Work instructions -
Which lines below contain the word "Nitrógeno"? Copy each one.
**** Stored data ****
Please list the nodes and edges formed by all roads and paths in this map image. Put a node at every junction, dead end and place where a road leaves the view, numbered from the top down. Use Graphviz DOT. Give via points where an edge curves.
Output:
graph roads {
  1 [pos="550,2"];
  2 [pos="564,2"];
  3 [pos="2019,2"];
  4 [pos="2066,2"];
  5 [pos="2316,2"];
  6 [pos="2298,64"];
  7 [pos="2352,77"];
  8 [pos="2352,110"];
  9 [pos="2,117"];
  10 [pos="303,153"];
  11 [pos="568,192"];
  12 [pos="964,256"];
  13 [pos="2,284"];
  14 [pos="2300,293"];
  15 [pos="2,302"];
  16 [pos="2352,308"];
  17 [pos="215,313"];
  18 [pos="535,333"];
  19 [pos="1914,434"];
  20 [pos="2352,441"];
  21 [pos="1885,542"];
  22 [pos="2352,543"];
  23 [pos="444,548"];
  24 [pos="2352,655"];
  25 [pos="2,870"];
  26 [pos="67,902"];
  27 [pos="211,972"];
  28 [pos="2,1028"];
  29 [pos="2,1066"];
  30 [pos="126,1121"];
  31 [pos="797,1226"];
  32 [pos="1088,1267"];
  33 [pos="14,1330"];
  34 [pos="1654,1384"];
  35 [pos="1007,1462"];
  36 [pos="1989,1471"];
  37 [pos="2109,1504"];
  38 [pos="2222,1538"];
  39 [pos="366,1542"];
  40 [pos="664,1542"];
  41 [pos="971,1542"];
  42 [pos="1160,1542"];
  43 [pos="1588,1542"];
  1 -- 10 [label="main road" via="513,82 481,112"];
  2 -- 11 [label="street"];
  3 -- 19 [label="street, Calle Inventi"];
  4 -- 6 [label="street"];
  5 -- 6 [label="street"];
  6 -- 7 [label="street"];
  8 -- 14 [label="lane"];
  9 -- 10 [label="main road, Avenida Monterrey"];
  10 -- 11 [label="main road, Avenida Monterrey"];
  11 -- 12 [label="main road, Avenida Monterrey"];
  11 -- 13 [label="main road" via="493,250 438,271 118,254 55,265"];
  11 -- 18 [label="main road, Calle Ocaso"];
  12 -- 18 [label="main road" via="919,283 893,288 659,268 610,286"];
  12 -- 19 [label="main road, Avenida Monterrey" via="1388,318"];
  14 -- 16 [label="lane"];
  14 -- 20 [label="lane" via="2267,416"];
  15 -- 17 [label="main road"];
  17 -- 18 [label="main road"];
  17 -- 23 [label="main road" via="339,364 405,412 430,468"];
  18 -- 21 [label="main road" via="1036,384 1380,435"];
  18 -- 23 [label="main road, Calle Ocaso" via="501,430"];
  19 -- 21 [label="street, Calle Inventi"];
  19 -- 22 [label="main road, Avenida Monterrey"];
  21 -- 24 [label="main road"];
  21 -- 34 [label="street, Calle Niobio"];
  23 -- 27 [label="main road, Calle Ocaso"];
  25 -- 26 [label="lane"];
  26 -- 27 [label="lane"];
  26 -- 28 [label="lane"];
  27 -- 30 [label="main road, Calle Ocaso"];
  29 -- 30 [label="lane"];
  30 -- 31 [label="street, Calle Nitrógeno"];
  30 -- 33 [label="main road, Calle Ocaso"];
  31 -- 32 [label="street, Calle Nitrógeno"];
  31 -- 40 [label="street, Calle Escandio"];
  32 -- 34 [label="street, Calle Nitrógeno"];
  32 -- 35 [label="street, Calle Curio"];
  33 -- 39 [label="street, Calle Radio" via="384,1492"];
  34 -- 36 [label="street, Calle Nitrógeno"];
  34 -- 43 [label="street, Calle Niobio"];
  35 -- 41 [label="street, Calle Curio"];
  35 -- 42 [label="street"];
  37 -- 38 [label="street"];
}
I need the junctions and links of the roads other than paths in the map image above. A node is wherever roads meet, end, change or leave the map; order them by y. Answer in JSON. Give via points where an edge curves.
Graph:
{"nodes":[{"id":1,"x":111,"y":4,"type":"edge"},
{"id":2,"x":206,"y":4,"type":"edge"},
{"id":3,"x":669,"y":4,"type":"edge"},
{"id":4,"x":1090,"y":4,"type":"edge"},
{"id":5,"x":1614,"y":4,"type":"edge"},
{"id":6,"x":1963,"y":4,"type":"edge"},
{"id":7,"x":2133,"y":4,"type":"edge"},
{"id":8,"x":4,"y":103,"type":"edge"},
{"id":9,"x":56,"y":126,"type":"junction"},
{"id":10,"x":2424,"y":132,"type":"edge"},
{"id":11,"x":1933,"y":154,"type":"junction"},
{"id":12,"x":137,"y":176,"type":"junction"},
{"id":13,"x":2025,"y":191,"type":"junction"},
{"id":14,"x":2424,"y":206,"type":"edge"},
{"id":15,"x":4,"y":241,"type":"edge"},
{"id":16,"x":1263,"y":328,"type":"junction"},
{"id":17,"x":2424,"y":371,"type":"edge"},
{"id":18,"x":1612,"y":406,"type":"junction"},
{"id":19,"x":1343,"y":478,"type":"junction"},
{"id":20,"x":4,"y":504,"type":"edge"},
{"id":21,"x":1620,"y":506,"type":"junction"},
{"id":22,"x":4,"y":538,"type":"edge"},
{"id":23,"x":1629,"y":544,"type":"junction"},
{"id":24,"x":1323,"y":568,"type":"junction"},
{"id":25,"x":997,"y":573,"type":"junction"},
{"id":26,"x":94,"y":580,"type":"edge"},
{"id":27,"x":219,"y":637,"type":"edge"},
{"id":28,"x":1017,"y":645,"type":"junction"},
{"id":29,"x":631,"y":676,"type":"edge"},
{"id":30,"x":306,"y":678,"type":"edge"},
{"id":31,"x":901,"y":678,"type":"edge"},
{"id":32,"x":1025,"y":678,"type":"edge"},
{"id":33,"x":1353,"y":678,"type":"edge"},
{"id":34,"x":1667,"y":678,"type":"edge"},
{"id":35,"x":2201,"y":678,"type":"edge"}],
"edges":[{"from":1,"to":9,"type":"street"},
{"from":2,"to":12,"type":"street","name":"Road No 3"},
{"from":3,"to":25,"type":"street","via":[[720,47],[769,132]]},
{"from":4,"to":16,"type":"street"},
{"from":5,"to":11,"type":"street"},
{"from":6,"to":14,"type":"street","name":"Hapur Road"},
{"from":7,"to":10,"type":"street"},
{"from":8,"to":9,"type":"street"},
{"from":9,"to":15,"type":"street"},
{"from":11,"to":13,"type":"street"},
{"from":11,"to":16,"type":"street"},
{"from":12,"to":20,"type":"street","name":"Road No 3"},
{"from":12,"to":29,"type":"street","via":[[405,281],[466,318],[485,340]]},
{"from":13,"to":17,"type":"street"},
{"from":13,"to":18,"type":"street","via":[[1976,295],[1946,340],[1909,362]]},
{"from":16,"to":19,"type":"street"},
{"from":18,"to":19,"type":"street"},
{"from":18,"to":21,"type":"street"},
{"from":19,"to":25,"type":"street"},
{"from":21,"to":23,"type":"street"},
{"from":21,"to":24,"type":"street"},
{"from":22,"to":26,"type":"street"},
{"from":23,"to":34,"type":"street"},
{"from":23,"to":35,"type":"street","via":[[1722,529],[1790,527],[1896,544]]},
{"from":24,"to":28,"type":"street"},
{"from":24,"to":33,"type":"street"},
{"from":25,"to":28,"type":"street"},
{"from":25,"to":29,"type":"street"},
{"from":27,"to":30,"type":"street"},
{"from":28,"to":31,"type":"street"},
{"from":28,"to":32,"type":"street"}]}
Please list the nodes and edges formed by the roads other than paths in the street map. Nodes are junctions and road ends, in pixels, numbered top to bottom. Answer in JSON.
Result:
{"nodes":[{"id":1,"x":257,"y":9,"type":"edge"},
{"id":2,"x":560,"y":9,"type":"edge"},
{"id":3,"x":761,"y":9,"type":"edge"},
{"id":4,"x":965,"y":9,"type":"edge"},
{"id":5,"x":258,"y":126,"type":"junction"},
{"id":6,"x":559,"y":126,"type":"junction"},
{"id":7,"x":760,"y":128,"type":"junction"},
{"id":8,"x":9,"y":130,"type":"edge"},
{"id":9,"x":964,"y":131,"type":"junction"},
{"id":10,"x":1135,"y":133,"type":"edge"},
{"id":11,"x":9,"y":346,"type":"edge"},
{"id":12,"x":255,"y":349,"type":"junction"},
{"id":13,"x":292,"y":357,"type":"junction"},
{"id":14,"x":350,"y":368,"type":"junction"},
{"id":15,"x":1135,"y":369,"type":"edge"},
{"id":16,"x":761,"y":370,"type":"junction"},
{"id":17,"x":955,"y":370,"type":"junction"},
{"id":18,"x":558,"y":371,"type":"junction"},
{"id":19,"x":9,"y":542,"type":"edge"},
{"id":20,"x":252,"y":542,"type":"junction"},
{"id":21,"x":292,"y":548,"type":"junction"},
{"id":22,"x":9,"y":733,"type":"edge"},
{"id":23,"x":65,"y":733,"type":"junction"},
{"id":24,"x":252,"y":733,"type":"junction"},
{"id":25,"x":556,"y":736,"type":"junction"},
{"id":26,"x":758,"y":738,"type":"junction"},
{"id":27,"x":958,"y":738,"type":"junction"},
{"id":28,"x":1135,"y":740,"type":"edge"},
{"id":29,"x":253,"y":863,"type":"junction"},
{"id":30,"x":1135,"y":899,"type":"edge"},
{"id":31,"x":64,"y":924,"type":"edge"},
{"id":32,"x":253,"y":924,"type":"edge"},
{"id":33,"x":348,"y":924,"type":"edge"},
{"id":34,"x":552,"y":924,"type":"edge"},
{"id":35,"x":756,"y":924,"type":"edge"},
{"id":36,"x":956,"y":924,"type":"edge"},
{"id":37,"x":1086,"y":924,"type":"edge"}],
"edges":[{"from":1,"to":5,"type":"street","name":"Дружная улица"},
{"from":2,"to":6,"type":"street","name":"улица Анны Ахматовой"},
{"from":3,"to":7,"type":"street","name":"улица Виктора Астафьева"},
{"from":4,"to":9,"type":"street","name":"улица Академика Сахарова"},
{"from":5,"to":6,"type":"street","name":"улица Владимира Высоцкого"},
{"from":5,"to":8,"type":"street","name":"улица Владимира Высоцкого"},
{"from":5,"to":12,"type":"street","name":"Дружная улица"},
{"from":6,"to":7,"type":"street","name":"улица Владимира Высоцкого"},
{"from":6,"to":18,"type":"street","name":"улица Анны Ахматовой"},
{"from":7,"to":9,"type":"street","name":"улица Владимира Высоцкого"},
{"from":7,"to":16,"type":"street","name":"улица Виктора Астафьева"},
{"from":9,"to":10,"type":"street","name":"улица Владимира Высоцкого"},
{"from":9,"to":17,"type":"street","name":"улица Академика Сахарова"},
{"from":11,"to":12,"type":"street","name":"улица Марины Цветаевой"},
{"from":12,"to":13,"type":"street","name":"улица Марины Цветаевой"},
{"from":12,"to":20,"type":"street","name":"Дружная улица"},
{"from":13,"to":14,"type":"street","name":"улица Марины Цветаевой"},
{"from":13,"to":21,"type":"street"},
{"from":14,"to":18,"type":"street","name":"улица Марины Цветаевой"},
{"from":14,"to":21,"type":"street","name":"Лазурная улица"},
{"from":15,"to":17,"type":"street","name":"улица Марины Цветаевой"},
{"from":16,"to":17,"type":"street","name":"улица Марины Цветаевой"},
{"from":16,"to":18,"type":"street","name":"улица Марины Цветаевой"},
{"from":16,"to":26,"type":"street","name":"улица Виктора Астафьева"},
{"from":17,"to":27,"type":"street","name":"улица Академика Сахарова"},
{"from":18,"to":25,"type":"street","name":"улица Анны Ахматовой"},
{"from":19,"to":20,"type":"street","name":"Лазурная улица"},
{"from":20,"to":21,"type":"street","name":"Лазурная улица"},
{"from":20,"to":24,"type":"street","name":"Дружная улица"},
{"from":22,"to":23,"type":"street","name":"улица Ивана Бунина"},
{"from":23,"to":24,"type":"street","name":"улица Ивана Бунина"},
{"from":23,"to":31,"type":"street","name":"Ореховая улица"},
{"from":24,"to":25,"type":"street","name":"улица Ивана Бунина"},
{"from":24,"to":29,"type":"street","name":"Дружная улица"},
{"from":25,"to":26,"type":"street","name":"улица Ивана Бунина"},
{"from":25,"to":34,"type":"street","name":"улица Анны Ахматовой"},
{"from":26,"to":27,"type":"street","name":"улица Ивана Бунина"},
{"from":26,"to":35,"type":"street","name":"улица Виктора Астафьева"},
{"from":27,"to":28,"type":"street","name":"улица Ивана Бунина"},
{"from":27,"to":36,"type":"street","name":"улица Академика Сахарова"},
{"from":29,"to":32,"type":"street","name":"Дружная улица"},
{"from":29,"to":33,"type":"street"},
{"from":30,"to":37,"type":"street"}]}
****
Answer for this exercise -
  30 -- 31 [label="street, Calle Nitrógeno"];
  31 -- 32 [label="street, Calle Nitrógeno"];
  32 -- 34 [label="street, Calle Nitrógeno"];
  34 -- 36 [label="street, Calle Nitrógeno"];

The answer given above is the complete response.